Cuando Manuel despertó, evidentemente, todo había cambiado. La ropa que le había prestado para dormir se encontraba sobre una esquina de la cama, doblada con amabilidad; la taza donde se había servido la sopa instantánea estaba lavada, las galletas que no le habían gustado ya no estaban. Ni Susana. Era inútil intentar discernir en qué momento ella se había ido, pero aún sentía el sabor de sus besos en la comisura de sus propios labios, y en la yema de sus dedos, la suavidad de su piel permanecía todavía intacta. Se le había escapado, otra vez.

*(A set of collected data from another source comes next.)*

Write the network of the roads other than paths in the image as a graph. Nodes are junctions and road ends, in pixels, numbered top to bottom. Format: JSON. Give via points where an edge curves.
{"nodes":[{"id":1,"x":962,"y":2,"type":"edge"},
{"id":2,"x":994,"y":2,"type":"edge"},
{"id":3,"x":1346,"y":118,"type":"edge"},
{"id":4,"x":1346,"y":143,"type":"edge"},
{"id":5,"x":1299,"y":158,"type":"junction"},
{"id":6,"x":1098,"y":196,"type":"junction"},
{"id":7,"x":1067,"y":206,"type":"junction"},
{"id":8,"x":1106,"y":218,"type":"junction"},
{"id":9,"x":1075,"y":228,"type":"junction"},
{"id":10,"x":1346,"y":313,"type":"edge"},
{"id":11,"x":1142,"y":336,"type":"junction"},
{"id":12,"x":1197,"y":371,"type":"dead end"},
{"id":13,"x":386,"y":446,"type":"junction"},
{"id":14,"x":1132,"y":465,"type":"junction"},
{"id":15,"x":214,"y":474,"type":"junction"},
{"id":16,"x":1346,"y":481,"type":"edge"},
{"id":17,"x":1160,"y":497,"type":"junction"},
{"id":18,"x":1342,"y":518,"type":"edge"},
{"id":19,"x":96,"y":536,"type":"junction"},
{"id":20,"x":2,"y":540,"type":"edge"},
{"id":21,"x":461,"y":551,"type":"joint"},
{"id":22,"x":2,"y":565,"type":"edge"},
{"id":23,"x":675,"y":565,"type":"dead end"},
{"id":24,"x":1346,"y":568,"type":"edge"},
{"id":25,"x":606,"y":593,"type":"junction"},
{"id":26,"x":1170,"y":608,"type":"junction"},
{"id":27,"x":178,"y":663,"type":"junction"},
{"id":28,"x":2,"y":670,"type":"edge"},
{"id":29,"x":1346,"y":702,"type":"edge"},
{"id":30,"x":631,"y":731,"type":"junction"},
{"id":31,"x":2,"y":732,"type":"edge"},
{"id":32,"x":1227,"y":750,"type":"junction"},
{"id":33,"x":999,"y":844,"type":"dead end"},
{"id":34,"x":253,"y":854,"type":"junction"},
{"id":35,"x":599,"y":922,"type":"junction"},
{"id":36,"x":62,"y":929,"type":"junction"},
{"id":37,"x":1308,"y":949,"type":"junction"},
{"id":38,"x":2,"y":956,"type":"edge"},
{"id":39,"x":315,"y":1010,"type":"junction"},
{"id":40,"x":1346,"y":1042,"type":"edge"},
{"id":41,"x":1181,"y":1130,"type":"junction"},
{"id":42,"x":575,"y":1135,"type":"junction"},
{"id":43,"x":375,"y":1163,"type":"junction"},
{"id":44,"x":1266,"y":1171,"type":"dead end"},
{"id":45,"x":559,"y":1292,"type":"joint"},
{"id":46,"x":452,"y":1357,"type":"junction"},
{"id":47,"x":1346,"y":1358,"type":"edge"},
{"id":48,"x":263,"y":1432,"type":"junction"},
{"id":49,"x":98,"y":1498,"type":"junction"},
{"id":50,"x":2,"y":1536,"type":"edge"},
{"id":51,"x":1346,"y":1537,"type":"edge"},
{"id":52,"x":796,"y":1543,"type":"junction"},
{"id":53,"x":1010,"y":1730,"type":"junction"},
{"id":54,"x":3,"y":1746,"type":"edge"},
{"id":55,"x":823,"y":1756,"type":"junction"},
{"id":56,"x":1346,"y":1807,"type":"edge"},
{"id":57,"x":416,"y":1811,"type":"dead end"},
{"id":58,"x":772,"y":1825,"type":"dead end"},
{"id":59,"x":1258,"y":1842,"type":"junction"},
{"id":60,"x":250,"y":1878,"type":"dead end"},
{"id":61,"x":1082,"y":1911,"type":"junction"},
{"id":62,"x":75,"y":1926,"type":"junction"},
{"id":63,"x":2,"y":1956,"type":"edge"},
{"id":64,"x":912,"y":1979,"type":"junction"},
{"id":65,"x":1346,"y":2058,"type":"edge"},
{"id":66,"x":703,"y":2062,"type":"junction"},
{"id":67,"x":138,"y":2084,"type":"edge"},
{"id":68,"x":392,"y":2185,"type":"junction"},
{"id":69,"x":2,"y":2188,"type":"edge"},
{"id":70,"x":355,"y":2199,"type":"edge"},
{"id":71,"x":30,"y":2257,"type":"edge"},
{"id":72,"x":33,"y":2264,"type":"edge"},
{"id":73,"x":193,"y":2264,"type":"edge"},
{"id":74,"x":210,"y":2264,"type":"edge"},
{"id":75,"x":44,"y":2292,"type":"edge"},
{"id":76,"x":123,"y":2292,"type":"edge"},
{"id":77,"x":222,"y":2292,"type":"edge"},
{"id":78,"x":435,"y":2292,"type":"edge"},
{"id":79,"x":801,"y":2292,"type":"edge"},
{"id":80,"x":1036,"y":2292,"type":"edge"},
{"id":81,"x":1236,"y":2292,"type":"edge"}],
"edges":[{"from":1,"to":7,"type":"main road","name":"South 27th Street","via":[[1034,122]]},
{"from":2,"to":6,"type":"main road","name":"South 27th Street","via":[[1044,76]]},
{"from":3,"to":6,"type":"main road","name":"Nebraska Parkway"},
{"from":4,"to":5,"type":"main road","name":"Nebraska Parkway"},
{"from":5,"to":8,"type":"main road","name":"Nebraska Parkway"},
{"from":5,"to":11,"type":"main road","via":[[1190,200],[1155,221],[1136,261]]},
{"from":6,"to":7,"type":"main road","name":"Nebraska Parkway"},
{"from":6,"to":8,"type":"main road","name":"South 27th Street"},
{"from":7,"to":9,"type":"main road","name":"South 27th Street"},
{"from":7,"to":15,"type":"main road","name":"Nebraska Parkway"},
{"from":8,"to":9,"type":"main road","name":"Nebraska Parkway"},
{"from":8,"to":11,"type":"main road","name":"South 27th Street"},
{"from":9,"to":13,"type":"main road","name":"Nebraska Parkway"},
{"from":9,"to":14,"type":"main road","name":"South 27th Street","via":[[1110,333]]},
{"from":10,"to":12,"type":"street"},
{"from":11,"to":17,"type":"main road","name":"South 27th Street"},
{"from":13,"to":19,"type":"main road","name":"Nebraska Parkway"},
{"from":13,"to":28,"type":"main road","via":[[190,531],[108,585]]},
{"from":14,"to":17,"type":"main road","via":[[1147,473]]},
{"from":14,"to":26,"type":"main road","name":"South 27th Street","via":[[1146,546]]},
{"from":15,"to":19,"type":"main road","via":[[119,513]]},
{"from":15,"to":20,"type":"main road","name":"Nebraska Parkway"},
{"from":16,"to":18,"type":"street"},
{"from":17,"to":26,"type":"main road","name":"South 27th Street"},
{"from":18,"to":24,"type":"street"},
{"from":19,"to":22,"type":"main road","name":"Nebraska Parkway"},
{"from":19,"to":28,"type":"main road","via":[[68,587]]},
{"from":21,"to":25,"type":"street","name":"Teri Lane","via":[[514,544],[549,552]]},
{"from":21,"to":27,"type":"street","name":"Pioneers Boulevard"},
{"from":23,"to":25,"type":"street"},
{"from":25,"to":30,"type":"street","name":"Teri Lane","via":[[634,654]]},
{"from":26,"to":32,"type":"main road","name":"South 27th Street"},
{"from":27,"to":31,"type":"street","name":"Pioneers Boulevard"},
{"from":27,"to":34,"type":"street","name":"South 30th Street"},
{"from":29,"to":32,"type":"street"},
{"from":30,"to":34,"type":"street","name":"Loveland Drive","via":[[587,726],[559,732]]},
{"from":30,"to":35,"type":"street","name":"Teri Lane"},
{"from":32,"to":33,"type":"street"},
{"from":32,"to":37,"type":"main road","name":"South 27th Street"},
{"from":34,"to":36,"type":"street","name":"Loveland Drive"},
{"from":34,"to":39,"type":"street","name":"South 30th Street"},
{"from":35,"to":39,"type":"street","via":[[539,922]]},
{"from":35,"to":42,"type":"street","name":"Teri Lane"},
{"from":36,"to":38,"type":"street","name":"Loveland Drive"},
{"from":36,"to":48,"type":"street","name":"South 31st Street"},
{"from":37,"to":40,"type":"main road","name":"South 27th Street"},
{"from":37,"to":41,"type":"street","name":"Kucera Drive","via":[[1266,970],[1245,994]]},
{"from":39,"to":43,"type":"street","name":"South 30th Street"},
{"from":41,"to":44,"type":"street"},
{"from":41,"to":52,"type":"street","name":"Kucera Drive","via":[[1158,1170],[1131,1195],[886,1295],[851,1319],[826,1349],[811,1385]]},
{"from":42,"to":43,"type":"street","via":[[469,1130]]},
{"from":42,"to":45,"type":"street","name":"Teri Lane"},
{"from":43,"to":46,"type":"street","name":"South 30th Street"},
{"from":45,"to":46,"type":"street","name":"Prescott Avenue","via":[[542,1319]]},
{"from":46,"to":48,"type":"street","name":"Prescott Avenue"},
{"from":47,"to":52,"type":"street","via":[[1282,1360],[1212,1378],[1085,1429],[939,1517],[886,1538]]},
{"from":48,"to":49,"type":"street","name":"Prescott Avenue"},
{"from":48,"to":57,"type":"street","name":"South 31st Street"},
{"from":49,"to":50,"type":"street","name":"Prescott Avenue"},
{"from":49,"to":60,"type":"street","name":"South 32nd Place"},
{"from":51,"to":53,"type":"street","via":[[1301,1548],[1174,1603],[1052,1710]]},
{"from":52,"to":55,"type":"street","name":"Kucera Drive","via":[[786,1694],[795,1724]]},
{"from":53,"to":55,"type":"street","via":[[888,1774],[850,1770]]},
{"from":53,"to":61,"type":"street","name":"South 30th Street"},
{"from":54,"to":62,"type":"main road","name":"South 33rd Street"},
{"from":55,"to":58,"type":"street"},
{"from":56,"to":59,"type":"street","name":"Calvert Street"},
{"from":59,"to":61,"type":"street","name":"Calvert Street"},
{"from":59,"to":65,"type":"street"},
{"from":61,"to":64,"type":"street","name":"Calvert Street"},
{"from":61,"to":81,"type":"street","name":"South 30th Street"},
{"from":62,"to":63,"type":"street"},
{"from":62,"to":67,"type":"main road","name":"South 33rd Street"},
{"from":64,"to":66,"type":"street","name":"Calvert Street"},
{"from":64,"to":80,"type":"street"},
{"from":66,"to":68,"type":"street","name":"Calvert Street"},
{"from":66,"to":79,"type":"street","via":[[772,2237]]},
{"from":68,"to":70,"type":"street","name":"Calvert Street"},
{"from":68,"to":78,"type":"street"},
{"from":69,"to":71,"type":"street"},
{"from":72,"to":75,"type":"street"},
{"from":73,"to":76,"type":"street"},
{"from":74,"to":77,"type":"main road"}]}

No había conclusión en esto; no había un cierre como tal, ni siquiera una despedida. Como una tradición no reglada que habían mantenido todos estos años, esperó él que volviese a aparecer, de improviso, en alguna extraña circunstancia que le trajese de nuevo a su presencia, o que pudiese él integrarse a la suya. Se levantó con una energía inusitada y una alegría que no entendía muy bien qué era lo que la generaba, y al darse vuelta notó que un par de pequeños cabellos dorados se posaban sobre su almohada. Sonrió.

— Y pensar que dijo que no le gustaban esas galletas.

Esperaría esa llamada, ahora esperada.